Back in the USSR: The only Soviet nostalgia sight left in Vilnius are the Bridge Statues on Zaliasis Tiltas, glorifying The Soviet Worker, are gaudy and pompous. They make good landmarks and are memorable backgrounds for tourist photos.
The Opera and Ballet Theater, on A. Vienuolio street, along the river, offers performances from the pseudo-professional to the outstanding. During intermission, rub shoulders with Vilnius VIPs. Buy tickets several days in advance or show up with your fingers crossed five minutes before the performance starts.

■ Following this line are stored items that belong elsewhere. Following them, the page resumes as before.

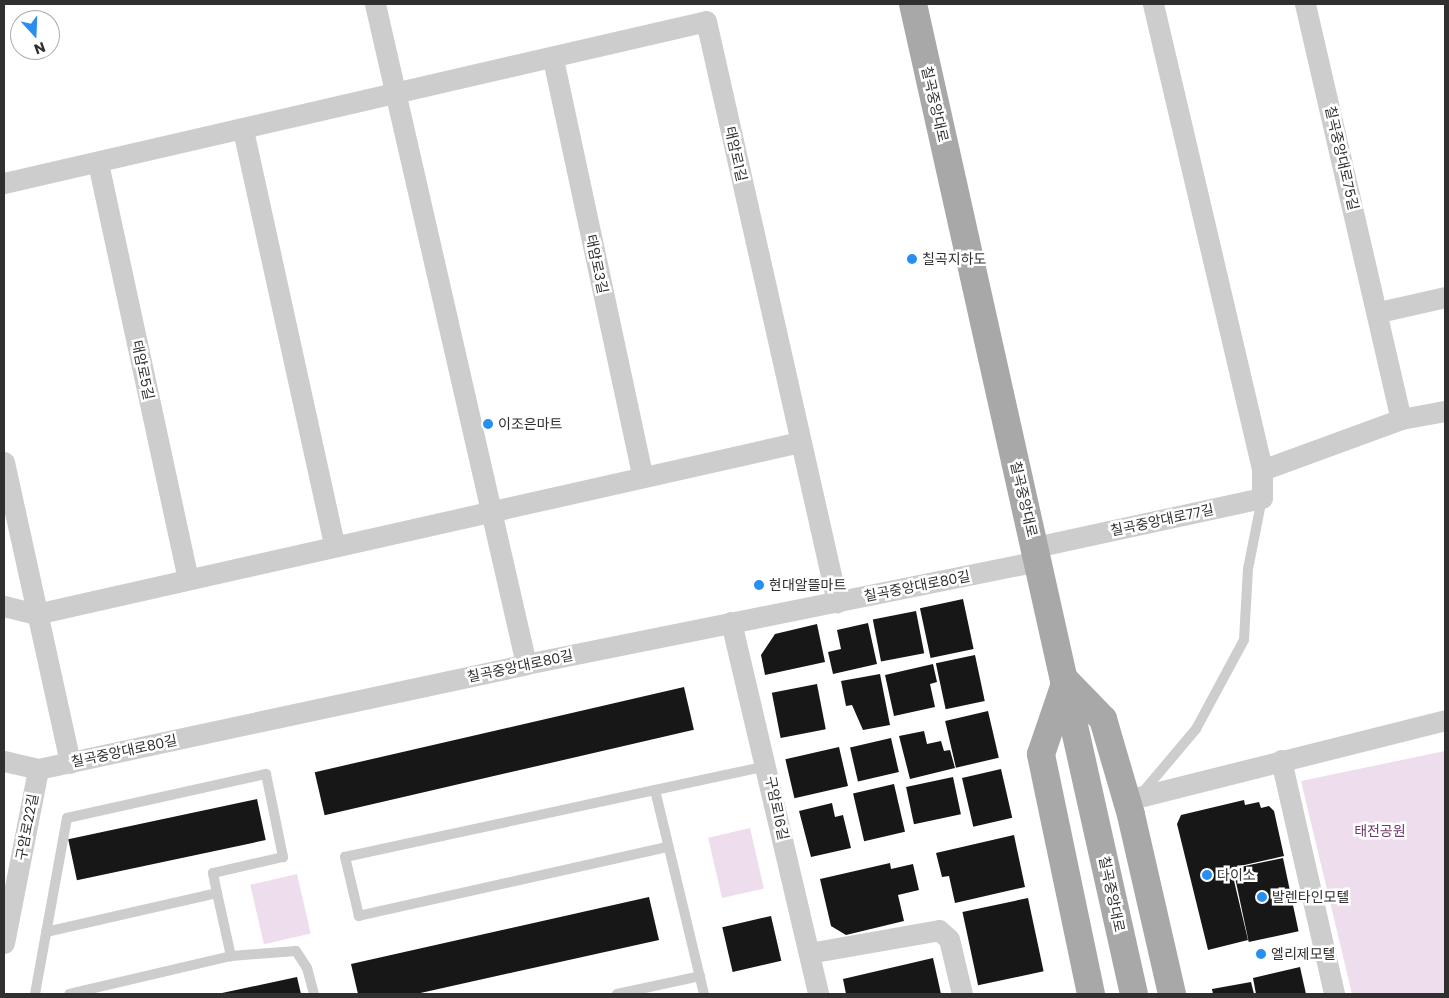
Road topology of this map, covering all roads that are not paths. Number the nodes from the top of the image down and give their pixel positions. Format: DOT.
graph roads {
  1 [pos="375,4"];
  2 [pos="913,4"];
  3 [pos="1153,4"];
  4 [pos="1305,4"];
  5 [pos="553,59"];
  6 [pos="396,95"];
  7 [pos="243,130"];
  8 [pos="98,163"];
  9 [pos="4,184"];
  10 [pos="1445,297"];
  11 [pos="1378,312"];
  12 [pos="1445,411"];
  13 [pos="1402,419"];
  14 [pos="800,442"];
  15 [pos="4,462"];
  16 [pos="1262,470"];
  17 [pos="642,475"];
  18 [pos="1262,498"];
  19 [pos="489,509"];
  20 [pos="334,544"];
  21 [pos="1036,554"];
  22 [pos="188,578"];
  23 [pos="837,602"];
  24 [pos="4,606"];
  25 [pos="36,614"];
  26 [pos="731,622"];
  27 [pos="526,664"];
  28 [pos="1066,681"];
  29 [pos="1445,720"];
  30 [pos="1281,760"];
  31 [pos="4,761"];
  32 [pos="70,763"];
  33 [pos="768,766"];
  34 [pos="38,769"];
  35 [pos="655,790"];
  36 [pos="1133,798"];
  37 [pos="667,847"];
  38 [pos="217,893"];
  39 [pos="46,932"];
  40 [pos="4,943"];
  41 [pos="809,954"];
  42 [pos="231,956"];
  43 [pos="700,976"];
  44 [pos="35,994"];
  45 [pos="70,994"];
  46 [pos="314,994"];
  47 [pos="617,994"];
  48 [pos="704,994"];
  49 [pos="818,994"];
  50 [pos="962,994"];
  51 [pos="1091,994"];
  52 [pos="1134,994"];
  53 [pos="1172,994"];
  54 [pos="1334,994"];
  1 -- 6 [label="street"];
  2 -- 21 [label="main road, 칠곡중앙대로"];
  3 -- 16 [label="street"];
  4 -- 11 [label="street, 칠곡중앙대로75길"];
  5 -- 6 [label="street"];
  5 -- 14 [label="street, 태암로1길"];
  5 -- 17 [label="street, 태암로3길"];
  6 -- 7 [label="street"];
  6 -- 19 [label="street"];
  7 -- 8 [label="street"];
  7 -- 20 [label="street"];
  8 -- 9 [label="street"];
  8 -- 22 [label="street, 태암로5길"];
  10 -- 11 [label="street"];
  11 -- 13 [label="street"];
  12 -- 13 [label="street"];
  13 -- 16 [label="street"];
  14 -- 17 [label="street"];
  14 -- 23 [label="street, 태암로1길"];
  15 -- 25 [label="street"];
  16 -- 18 [label="street"];
  17 -- 19 [label="street"];
  18 -- 21 [label="street, 칠곡중앙대로77길"];
  18 -- 36 [label="lane"];
  19 -- 20 [label="street"];
  19 -- 27 [label="street"];
  20 -- 22 [label="street"];
  21 -- 23 [label="street, 칠곡중앙대로80길"];
  21 -- 28 [label="main road, 칠곡중앙대로"];
  22 -- 25 [label="street"];
  23 -- 26 [label="street, 칠곡중앙대로80길"];
  24 -- 25 [label="street"];
  25 -- 32 [label="street"];
  26 -- 27 [label="street, 칠곡중앙대로80길"];
  26 -- 33 [label="street, 구암로16길"];
  27 -- 32 [label="street, 칠곡중앙대로80길"];
  28 -- 36 [label="main road"];
  28 -- 51 [label="main road"];
  28 -- 52 [label="main road, 칠곡중앙대로"];
  29 -- 30 [label="street"];
  30 -- 36 [label="street"];
  30 -- 54 [label="street"];
  31 -- 34 [label="street, 칠곡중앙대로80길"];
  32 -- 34 [label="street, 칠곡중앙대로80길"];
  33 -- 35 [label="lane"];
  33 -- 41 [label="street, 구암로16길"];
  34 -- 40 [label="street, 구암로22길"];
  35 -- 37 [label="lane"];
  35 -- 37 [label="lane"];
  36 -- 53 [label="main road"];
  37 -- 43 [label="lane"];
  38 -- 39 [label="lane"];
  38 -- 39 [label="lane"];
  38 -- 42 [label="lane"];
  39 -- 44 [label="lane"];
  41 -- 49 [label="street, 구암로16길"];
  41 -- 50 [label="street"];
  42 -- 45 [label="lane"];
  42 -- 46 [label="lane"];
  43 -- 47 [label="lane"];
  43 -- 48 [label="lane"];
}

The National Philharmonic at Aušros Vartu 5, offers a range of classical music, from Mahler and Beethoven to post-modern or medieval music performed on original instruments.
The National Drama Theater at Gedimino 4, puts on some of the best productions in Vilnius. They also provide live English translation.
The Music Academy Gedimino 42, holds regular concerts by aspiring, often brilliant music students. Freeentry.
Vilnius Congressional Palace: Vilniaus 6/14. A concert hall.
Adomas Mickevičius (Adam Mickiewicz) Memorial Apartment: Bernardinu 11. The flat where the great 19th century poet lived in 1822. Lithuanians insist on calling him Mickevičius and claim him as their own. He only wrote in Polish, and Poland claims he is Polish to the bone. He was the author of the Polish epic poem Pan Tadeusz, which opens with, “Lithuania My Fatherland, you are health, only he who has lost you can know how much you are cherished.” Lithuanians say Mickevičius was referring to Lithuania per se; Poles say he was referring to Lithuania as a mere province of Poland. This museum takes the Lithuanian view.
Artillery Bastion: Bokšto 20/18. In a 17th century Polish-Lithuanian fortress. If you’re a military buff, you’ll enjoy this place.
Jewish Museum: Pamenkalnio 12. In Lithuania, the recent past still evokes vivid, often bitter memories. This is certainly true regarding the Nazi occupation, when the nation’s Jewish community was virtually wiped out. This museum chronicles the tragic era.
National Gallery: Studentu 8, Lithuanian folk art.
National Museum of Lithuania (Lietuvos Nacionalinis Muziejus): Arsenalo 1.Exhibits trace the history of Lithuania from pre-historic times to 1940. A good collection of crosses studded with pagan symbols. Curiously, the museum also has an Egyptian mummy, donated by a German duke in 1899.
Pushkin Memorial Museum: Subačiaus 124. Devoted to Russian poet Alexander Pushkin, in a house where his son once lived.
Radvilai Palace: Vilniaus 22. A permanent exhibition of Western European paintings and graphics from the 16th to 18th centuries.
Vilnius Art Gallery: Didżioji 4. Lithuanian art from the 16th to 19th centuries. The collection of the Lithuanian Art Museum which recently closed will be merged with this gallery.
Vilnius Castle Museum: Arsenalo 5. In the 13th century Gedimino Tower. Displays artifacts from the Vilnius Castle. Great views of Vilnius.